[openib-general] SM Bad Port Handling

Thu Apr 7 13:11:02 PDT 2005

On Thu, 2005-04-07 at 16:02, Eitan Zahavi wrote:
> Hi Hal,
> 
> Please see my comments below.
> 
> Eitan Zahavi
> 
> > Problem Statement:
> > 
> > Currently, OpenSM issues (directed route) SubnGet for NodeInfo and
> > NodeDescription to any node it finds. It then requests PortInfo for
> > each port which is physically up.
> > 
> > There are scenarios where the port is physically up, but there is no
> > response to the SM get requests. In this case, the OpenSM keeps
> > retrying, never gives up, and doesn't service anything else in the
> > subnet (I'm not 100% positive on this last point).
> [EZ] I have never seen this!  Are you sure about it? Are you sure we
> are talking about gen1 ported to gen2?
> 
> What will happen in a case of non responding port is that OpenSM will
> retry the send (actually the lower level does it) for the number of
> retries OpenSM is configured to use (actually 4 times) and then ignore
> the port and everything behind it. The reported topology (on stdout)
> will have the word UNKNOWN on the remote side of the link this port
> connects to.
> 
> I will be happy to see a log file that shows what you claim happens.
> Or even if you can explain to me how and where in the code causes
> that. 

This was reported by Ron a while ago on this list. He sent log extracts
of what was going on. It was around when I asked about the Anafa
firmware issue with LFTTop.

> I have been checking the way OpenSM handles irresponsive ports during
> the the last two weeks, and did not see such case.

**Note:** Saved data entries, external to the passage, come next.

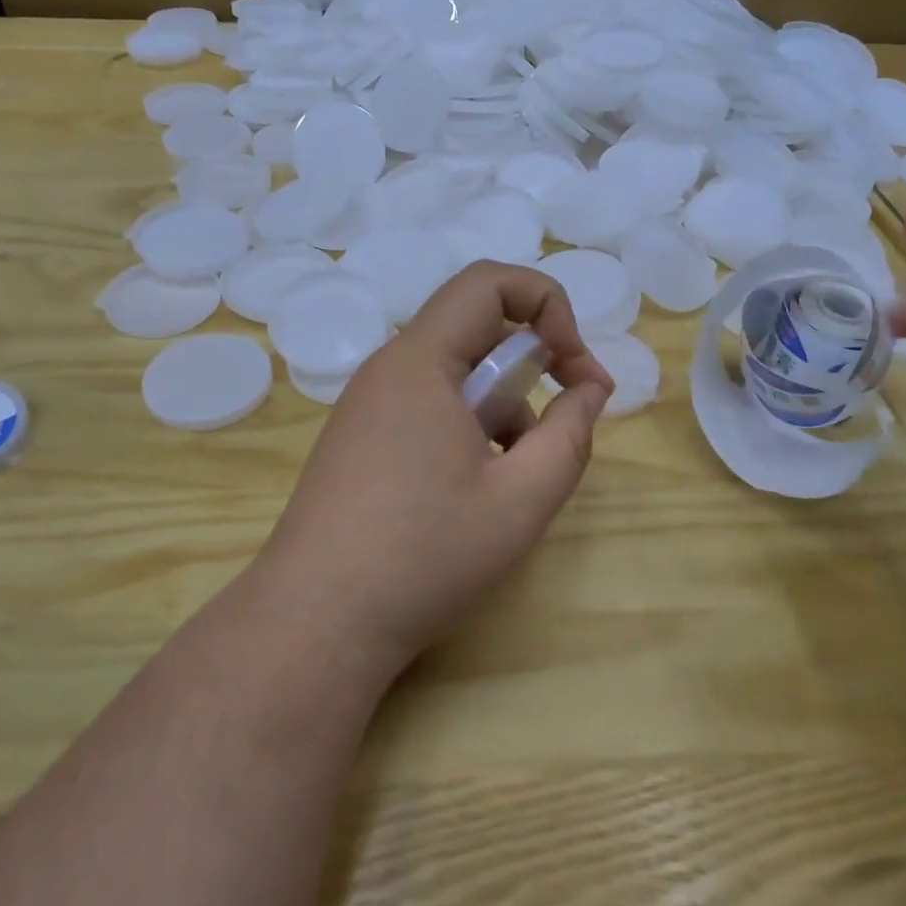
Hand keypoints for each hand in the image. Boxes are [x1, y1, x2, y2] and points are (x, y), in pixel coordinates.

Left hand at [253, 262, 614, 680]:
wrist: (316, 623)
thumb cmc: (424, 556)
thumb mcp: (521, 499)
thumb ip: (570, 434)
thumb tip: (589, 390)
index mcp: (420, 361)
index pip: (489, 282)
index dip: (548, 305)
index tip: (575, 370)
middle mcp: (389, 368)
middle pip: (474, 325)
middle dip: (532, 358)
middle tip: (568, 411)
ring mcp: (368, 404)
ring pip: (454, 370)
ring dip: (503, 400)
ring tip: (520, 470)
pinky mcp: (361, 438)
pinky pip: (429, 403)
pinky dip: (469, 424)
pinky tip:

Is this in both Gold 1.6.1 (OpenSM 1.7/1.7.1 ?) and Gold 1.7 (OpenSM
1.8) ? 

> > Assumption:
> > 
> > The proposed solution assumes that the ignore GUIDs file option of
> > OpenSM only impacts the routing algorithm (path counting) and should
> not
> > be extended for bad port handling.
> [EZ] This is correct.
> > 
> > Proposed Solution:
> > 
> > The OpenSM will implement a configurable policy (some number of
> > consecutive lack of responses to SM requests). At the point of
> > exhaustion of the timeout/retry strategy, that port will be marked
> as
> > "bad" by OpenSM.
> [EZ] This is already the current behavior. Nothing should be done.
> > 
> > At this point, should it attempt to revive the port by bringing the
> > physical link down and back up ? Should it try this several times
> before
> > declaring the port as "bad" ? In any case, this is a refinement on
> the
> > basic strategy for dealing with this scenario.
> > 
> > Also, there could also be a periodic "ping" at a slower rate to
> check if
> > the "bad" ports revive.
> [EZ] This will be released in gen1 within 2 weeks or so.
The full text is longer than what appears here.